**LISTED RECORDS**
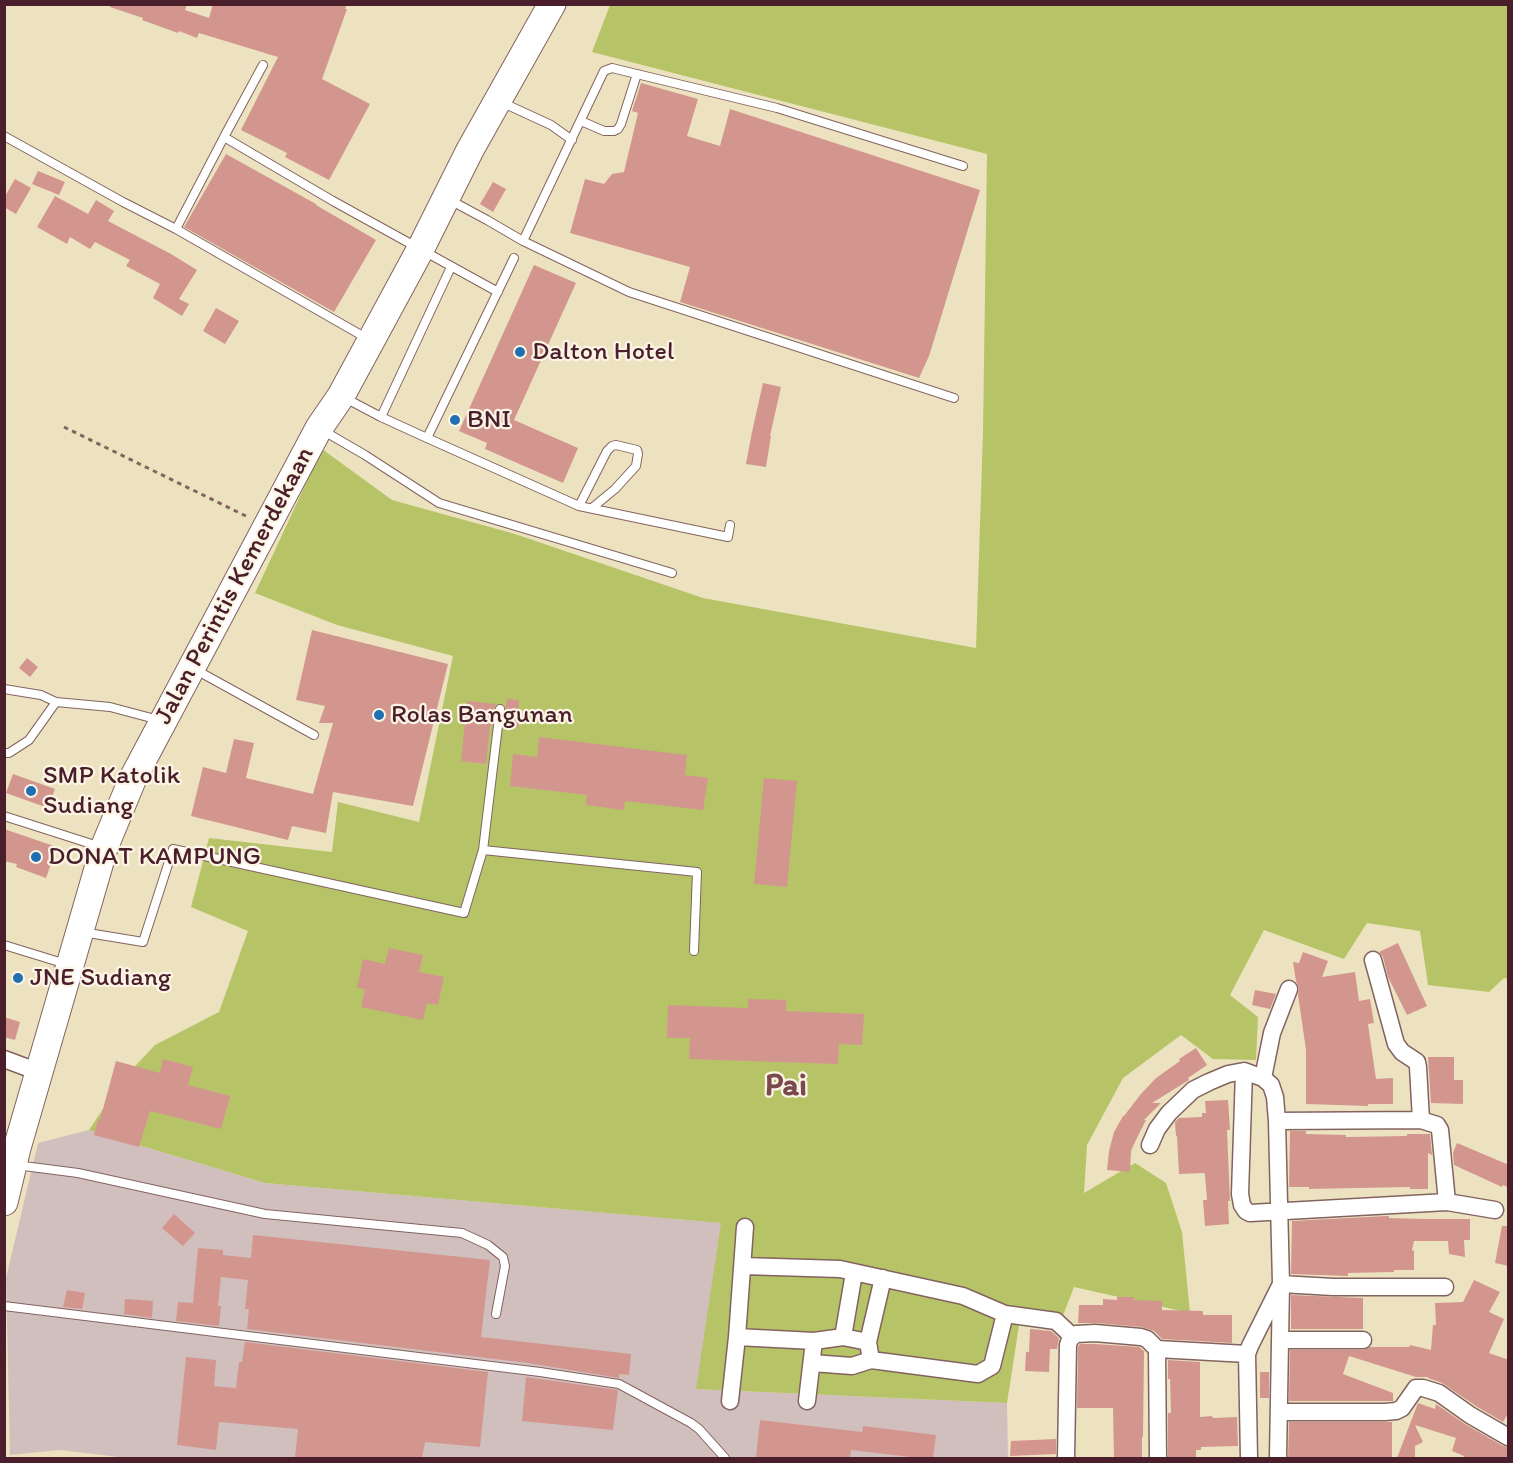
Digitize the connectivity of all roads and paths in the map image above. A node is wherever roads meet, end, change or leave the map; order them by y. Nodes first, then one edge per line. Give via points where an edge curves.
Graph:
1 (552, 4) edge
2 (263, 65) dead end
3 (637, 74) junction
4 (498, 100) junction
5 (581, 121) junction
6 (4, 136) edge
7 (224, 137) junction
8 (572, 140) junction
9 (963, 166) dead end
10 (445, 198) junction
11 (176, 229) junction
12 (523, 241) junction
13 (420, 249) junction
14 (514, 258) dead end
15 (451, 267) junction
16 (498, 292) junction
17 (371, 340) junction
18 (341, 396) junction
19 (954, 398) dead end
20 (381, 417) junction
21 (64, 426) dead end
22 (319, 428) junction
23 (427, 438) junction
24 (579, 506) junction
25 (592, 508) junction
26 (730, 525) dead end
27 (267, 526) junction
28 (672, 573) dead end
29 (193, 669) junction
30 (4, 689) edge
31 (56, 702) junction
32 (500, 709) dead end
33 (164, 721) junction
34 (314, 735) dead end
35 (4, 753) edge
36 (4, 816) edge
37 (104, 848) junction
38 (483, 849) junction
39 (79, 931) junction
40 (4, 945) edge
41 (694, 951) dead end
42 (1372, 960) dead end
43 (70, 965) junction
44 (1289, 989) dead end
45 (4, 1059) edge
46 (1244, 1071) junction
47 (39, 1072) junction
48 (1263, 1078) junction
49 (1421, 1120) junction
50 (1277, 1121) junction
51 (1150, 1145) dead end
52 (13, 1164) junction
53 (4, 1202) edge
54 (1447, 1202) junction
55 (1495, 1210) dead end
56 (1279, 1211) junction
57 (745, 1227) dead end
58 (743, 1266) junction
59 (854, 1273) junction
60 (883, 1278) junction
61 (1281, 1284) junction
62 (1445, 1287) dead end
63 (4, 1306) edge
64 (496, 1314) dead end
65 (1005, 1314) junction
66 (843, 1336) junction
67 (1072, 1336) junction
68 (737, 1337) junction
69 (1280, 1340) junction
70 (1363, 1340) dead end
71 (814, 1341) junction
72 (868, 1342) junction
73 (1157, 1349) junction
74 (1247, 1354) junction
75 (871, 1360) junction
76 (812, 1363) junction
77 (730, 1401) dead end
78 (807, 1401) dead end
79 (1279, 1412) junction
80 (1507, 1432) edge
81 (725, 1458) edge
82 (1066, 1458) edge
83 (1158, 1458) edge
84 (1249, 1458) edge
85 (1278, 1458) edge

1 - 4 highway, Jalan Perintis Kemerdekaan
2 - 7 lane
3 - 5 lane via 612,68 604,71
3 - 5 lane via 618,129 604,131
3 - 9 lane via 777,108
4 - 8 lane via 551,125
4 - 10 highway, Jalan Perintis Kemerdekaan
5 - 8 lane
6 - 11 lane
7 - 11 lane
7 - 13 lane
8 - 12 lane
10 - 12 lane
10 - 13 highway, Jalan Perintis Kemerdekaan
11 - 17 lane
12 - 19 lane via 629,292
13 - 15 lane
13 - 17 highway, Jalan Perintis Kemerdekaan
14 - 16 lane
15 - 16 lane
15 - 20 lane
16 - 23 lane
17 - 18 highway, Jalan Perintis Kemerdekaan
18 - 20 lane
18 - 22 highway, Jalan Perintis Kemerdekaan
20 - 23 lane
21 - 27 path
22 - 27 highway, Jalan Perintis Kemerdekaan
22 - 28 lane via 440,503
23 - 24 lane
24 - 25 lane
24 - 25 lane via 612,446 637,450 636,466
25 - 26 lane via 728,537
27 - 29 highway, Jalan Perintis Kemerdekaan
29 - 33 highway, Jalan Perintis Kemerdekaan
29 - 34 lane
30 - 31 lane via 41,695
31 - 33 lane via 111,707
31 - 35 lane via 29,740
32 - 38 lane
33 - 37 highway, Jalan Perintis Kemerdekaan via 133,778
36 - 37 lane
37 - 39 highway, Jalan Perintis Kemerdekaan
38 - 39 lane via 464,913 172,849 143,942
38 - 41 lane via 697,872
39 - 43 highway, Jalan Perintis Kemerdekaan
40 - 43 lane
42 - 49 street via 1396,1044 1418,1066
43 - 47 highway, Jalan Perintis Kemerdekaan
44 - 48 street via 1272,1034
45 - 47 street
46 - 48 street
46 - 51 street via 1193,1090 1169,1113
46 - 56 street via 1242,1205 1250,1214
47 - 52 highway, Jalan Perintis Kemerdekaan
48 - 50 street via 1271,1085 1275,1097
49 - 50 street
49 - 54 street via 1437,1125 1440,1130
50 - 56 street
52 - 53 highway, Jalan Perintis Kemerdekaan
52 - 64 lane via 78,1173 265,1214 462,1233 503,1257 506,1266
54 - 55 street
54 - 56 street
56 - 61 street
57 - 58 street
58 - 59 street via 840,1269
58 - 68 street
59 - 60 street
59 - 66 street
60 - 65 street via 963,1296
60 - 72 street
61 - 62 street
61 - 69 street
61 - 74 street
63 - 81 lane via 619,1384 691,1423
65 - 67 street via 1056,1322
65 - 75 street via 992,1366 978,1374
66 - 71 street
66 - 72 street
67 - 73 street via 1095,1333 1147,1338
67 - 82 street via 1068,1345
68 - 71 street
68 - 77 street
69 - 70 street
69 - 79 street
71 - 76 street
72 - 75 street
73 - 74 street
73 - 83 street
74 - 84 street
75 - 76 street via 852,1366
76 - 78 street
79 - 80 street via 1385,1412 1402,1408 1416,1388 1424,1388
79 - 85 street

**ACTIVITY**
Exclude the pictures, then retype every record exactly.

**ANSWER SPACE**
Digitize the connectivity of all roads and paths in the map image above. A node is wherever roads meet, end, change or leave the map; order them by y. Nodes first, then one edge per line. Give via points where an edge curves.
Graph:
1 (552, 4) edge
2 (263, 65) dead end
3 (637, 74) junction
4 (498, 100) junction
5 (581, 121) junction
6 (4, 136) edge
7 (224, 137) junction
8 (572, 140) junction
9 (963, 166) dead end
10 (445, 198) junction
11 (176, 229) junction
12 (523, 241) junction
13 (420, 249) junction
14 (514, 258) dead end
15 (451, 267) junction
16 (498, 292) junction
17 (371, 340) junction
18 (341, 396) junction
19 (954, 398) dead end
20 (381, 417) junction
21 (64, 426) dead end
22 (319, 428) junction
23 (427, 438) junction
24 (579, 506) junction
25 (592, 508) junction
26 (730, 525) dead end
27 (267, 526) junction
28 (672, 573) dead end
29 (193, 669) junction
30 (4, 689) edge
31 (56, 702) junction
32 (500, 709) dead end
33 (164, 721) junction
34 (314, 735) dead end
35 (4, 753) edge
36 (4, 816) edge
37 (104, 848) junction
38 (483, 849) junction
39 (79, 931) junction
40 (4, 945) edge
41 (694, 951) dead end
42 (1372, 960) dead end
43 (70, 965) junction
44 (1289, 989) dead end
45 (4, 1059) edge
46 (1244, 1071) junction
47 (39, 1072) junction
48 (1263, 1078) junction
49 (1421, 1120) junction
50 (1277, 1121) junction
51 (1150, 1145) dead end
52 (13, 1164) junction
53 (4, 1202) edge
54 (1447, 1202) junction
55 (1495, 1210) dead end
56 (1279, 1211) junction
57 (745, 1227) dead end
58 (743, 1266) junction
59 (854, 1273) junction
60 (883, 1278) junction
61 (1281, 1284) junction
62 (1445, 1287) dead end
63 (4, 1306) edge
64 (496, 1314) dead end
65 (1005, 1314) junction
66 (843, 1336) junction
67 (1072, 1336) junction
68 (737, 1337) junction
69 (1280, 1340) junction
70 (1363, 1340) dead end
71 (814, 1341) junction
72 (868, 1342) junction
73 (1157, 1349) junction
74 (1247, 1354) junction
75 (871, 1360) junction
76 (812, 1363) junction
77 (730, 1401) dead end
78 (807, 1401) dead end
79 (1279, 1412) junction
80 (1507, 1432) edge
81 (725, 1458) edge
82 (1066, 1458) edge
83 (1158, 1458) edge
84 (1249, 1458) edge
85 (1278, 1458) edge

1 - 4 highway, Jalan Perintis Kemerdekaan
2 - 7 lane
3 - 5 lane via 612,68 604,71
3 - 5 lane via 618,129 604,131
3 - 9 lane via 777,108
4 - 8 lane via 551,125
4 - 10 highway, Jalan Perintis Kemerdekaan
5 - 8 lane
6 - 11 lane
7 - 11 lane
7 - 13 lane
8 - 12 lane
10 - 12 lane
10 - 13 highway, Jalan Perintis Kemerdekaan
11 - 17 lane
12 - 19 lane via 629,292
13 - 15 lane
13 - 17 highway, Jalan Perintis Kemerdekaan
14 - 16 lane
15 - 16 lane
15 - 20 lane
16 - 23 lane
17 - 18 highway, Jalan Perintis Kemerdekaan
18 - 20 lane
18 - 22 highway, Jalan Perintis Kemerdekaan
20 - 23 lane
21 - 27 path
22 - 27 highway, Jalan Perintis Kemerdekaan
22 - 28 lane via 440,503
23 - 24 lane
24 - 25 lane
24 - 25 lane via 612,446 637,450 636,466
25 - 26 lane via 728,537
27 - 29 highway, Jalan Perintis Kemerdekaan
29 - 33 highway, Jalan Perintis Kemerdekaan
29 - 34 lane
30 - 31 lane via 41,695
31 - 33 lane via 111,707
31 - 35 lane via 29,740
32 - 38 lane
33 - 37 highway, Jalan Perintis Kemerdekaan via 133,778
36 - 37 lane
37 - 39 highway, Jalan Perintis Kemerdekaan
38 - 39 lane via 464,913 172,849 143,942
38 - 41 lane via 697,872
39 - 43 highway, Jalan Perintis Kemerdekaan
40 - 43 lane
42 - 49 street via 1396,1044 1418,1066
43 - 47 highway, Jalan Perintis Kemerdekaan
44 - 48 street via 1272,1034
45 - 47 street
46 - 48 street
46 - 51 street via 1193,1090 1169,1113
46 - 56 street via 1242,1205 1250,1214
47 - 52 highway, Jalan Perintis Kemerdekaan
48 - 50 street via 1271,1085 1275,1097
49 - 50 street
49 - 54 street via 1437,1125 1440,1130
50 - 56 street
52 - 53 highway, Jalan Perintis Kemerdekaan
52 - 64 lane via 78,1173 265,1214 462,1233 503,1257 506,1266
54 - 55 street
54 - 56 street
56 - 61 street
57 - 58 street
58 - 59 street via 840,1269
58 - 68 street
59 - 60 street
59 - 66 street
60 - 65 street via 963,1296
60 - 72 street
61 - 62 street
61 - 69 street
61 - 74 street
63 - 81 lane via 619,1384 691,1423
65 - 67 street via 1056,1322
65 - 75 street via 992,1366 978,1374
66 - 71 street
66 - 72 street
67 - 73 street via 1095,1333 1147,1338
67 - 82 street via 1068,1345
68 - 71 street
68 - 77 street
69 - 70 street
69 - 79 street
71 - 76 street
72 - 75 street
73 - 74 street
73 - 83 street
74 - 84 street
75 - 76 street via 852,1366
76 - 78 street
79 - 80 street via 1385,1412 1402,1408 1416,1388 1424,1388
79 - 85 street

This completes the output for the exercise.